INFORMATION SHOWN START

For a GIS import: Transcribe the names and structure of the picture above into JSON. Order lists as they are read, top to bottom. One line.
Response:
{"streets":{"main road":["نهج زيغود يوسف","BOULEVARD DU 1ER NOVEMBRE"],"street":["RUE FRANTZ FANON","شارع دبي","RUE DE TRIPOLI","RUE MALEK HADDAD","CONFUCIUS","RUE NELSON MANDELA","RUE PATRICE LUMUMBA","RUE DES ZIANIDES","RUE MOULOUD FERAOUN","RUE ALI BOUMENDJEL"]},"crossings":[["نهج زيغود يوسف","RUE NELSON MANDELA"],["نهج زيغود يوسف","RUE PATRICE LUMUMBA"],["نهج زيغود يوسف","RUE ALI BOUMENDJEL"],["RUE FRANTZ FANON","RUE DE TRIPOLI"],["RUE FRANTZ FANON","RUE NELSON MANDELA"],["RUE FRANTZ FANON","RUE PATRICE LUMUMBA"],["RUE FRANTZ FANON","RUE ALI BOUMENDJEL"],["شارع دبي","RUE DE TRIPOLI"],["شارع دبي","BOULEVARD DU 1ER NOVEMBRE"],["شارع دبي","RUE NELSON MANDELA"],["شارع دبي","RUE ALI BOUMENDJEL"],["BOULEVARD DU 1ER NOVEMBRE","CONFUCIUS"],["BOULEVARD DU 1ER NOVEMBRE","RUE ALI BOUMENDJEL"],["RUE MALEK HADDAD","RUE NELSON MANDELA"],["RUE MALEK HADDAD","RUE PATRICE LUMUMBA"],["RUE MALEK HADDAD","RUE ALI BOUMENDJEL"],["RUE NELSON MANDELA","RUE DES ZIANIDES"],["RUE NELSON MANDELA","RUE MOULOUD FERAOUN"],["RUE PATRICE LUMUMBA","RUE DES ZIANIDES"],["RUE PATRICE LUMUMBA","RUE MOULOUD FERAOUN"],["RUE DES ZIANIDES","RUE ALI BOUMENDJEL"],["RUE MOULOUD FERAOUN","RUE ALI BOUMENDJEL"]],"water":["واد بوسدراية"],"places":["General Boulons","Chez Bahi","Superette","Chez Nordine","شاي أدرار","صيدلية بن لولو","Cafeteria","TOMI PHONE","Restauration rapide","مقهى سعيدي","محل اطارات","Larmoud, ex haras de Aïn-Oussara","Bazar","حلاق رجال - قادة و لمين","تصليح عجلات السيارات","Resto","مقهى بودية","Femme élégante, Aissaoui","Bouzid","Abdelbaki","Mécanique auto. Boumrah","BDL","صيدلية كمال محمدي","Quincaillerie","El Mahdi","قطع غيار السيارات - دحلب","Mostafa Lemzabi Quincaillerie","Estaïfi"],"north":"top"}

INFORMATION SHOWN END

ABOUT THIS TASK ▸ From the data above, output every line exactly.

RESPONSE AREA ▸
For a GIS import: Transcribe the names and structure of the picture above into JSON. Order lists as they are read, top to bottom. One line.
Response:
{"streets":{"main road":["نهج زيغود يوسف","BOULEVARD DU 1ER NOVEMBRE"],"street":["RUE FRANTZ FANON","شارع دبي","RUE DE TRIPOLI","RUE MALEK HADDAD","CONFUCIUS","RUE NELSON MANDELA","RUE PATRICE LUMUMBA","RUE DES ZIANIDES","RUE MOULOUD FERAOUN","RUE ALI BOUMENDJEL"]},"crossings":[["نهج زيغود يوسف","RUE NELSON MANDELA"],["نهج زيغود يوسف","RUE PATRICE LUMUMBA"],["نهج زيغود يوسف","RUE ALI BOUMENDJEL"],["RUE FRANTZ FANON","RUE DE TRIPOLI"],["RUE FRANTZ FANON","RUE NELSON MANDELA"],["RUE FRANTZ FANON","RUE PATRICE LUMUMBA"],["RUE FRANTZ FANON","RUE ALI BOUMENDJEL"],["شارع دبي","RUE DE TRIPOLI"],["شارع دبي","BOULEVARD DU 1ER NOVEMBRE"],["شارع دبي","RUE NELSON MANDELA"],["شارع دبي","RUE ALI BOUMENDJEL"],["BOULEVARD DU 1ER NOVEMBRE","CONFUCIUS"],["BOULEVARD DU 1ER NOVEMBRE","RUE ALI BOUMENDJEL"],["RUE MALEK HADDAD","RUE NELSON MANDELA"],["RUE MALEK HADDAD","RUE PATRICE LUMUMBA"],["RUE MALEK HADDAD","RUE ALI BOUMENDJEL"],["RUE NELSON MANDELA","RUE DES ZIANIDES"],["RUE NELSON MANDELA","RUE MOULOUD FERAOUN"],["RUE PATRICE LUMUMBA","RUE DES ZIANIDES"],["RUE PATRICE LUMUMBA","RUE MOULOUD FERAOUN"],["RUE DES ZIANIDES","RUE ALI BOUMENDJEL"],["RUE MOULOUD FERAOUN","RUE ALI BOUMENDJEL"]],"water":["واد بوسدراية"],"places":["General Boulons","Chez Bahi","Superette","Chez Nordine","شاي أدرار","صيدلية بن لولو","Cafeteria","TOMI PHONE","Restauration rapide","مقهى سعيدي","محل اطارات","Larmoud, ex haras de Aïn-Oussara","Bazar","حلاق رجال - قادة و لمين","تصليح عجلات السيارات","Resto","مقهى بودية","Femme élégante, Aissaoui","Bouzid","Abdelbaki","Mécanique auto. Boumrah","BDL","صيدلية كمال محمدي","Quincaillerie","El Mahdi","قطع غيار السيارات - دحلب","Mostafa Lemzabi Quincaillerie","Estaïfi"],"north":"top"}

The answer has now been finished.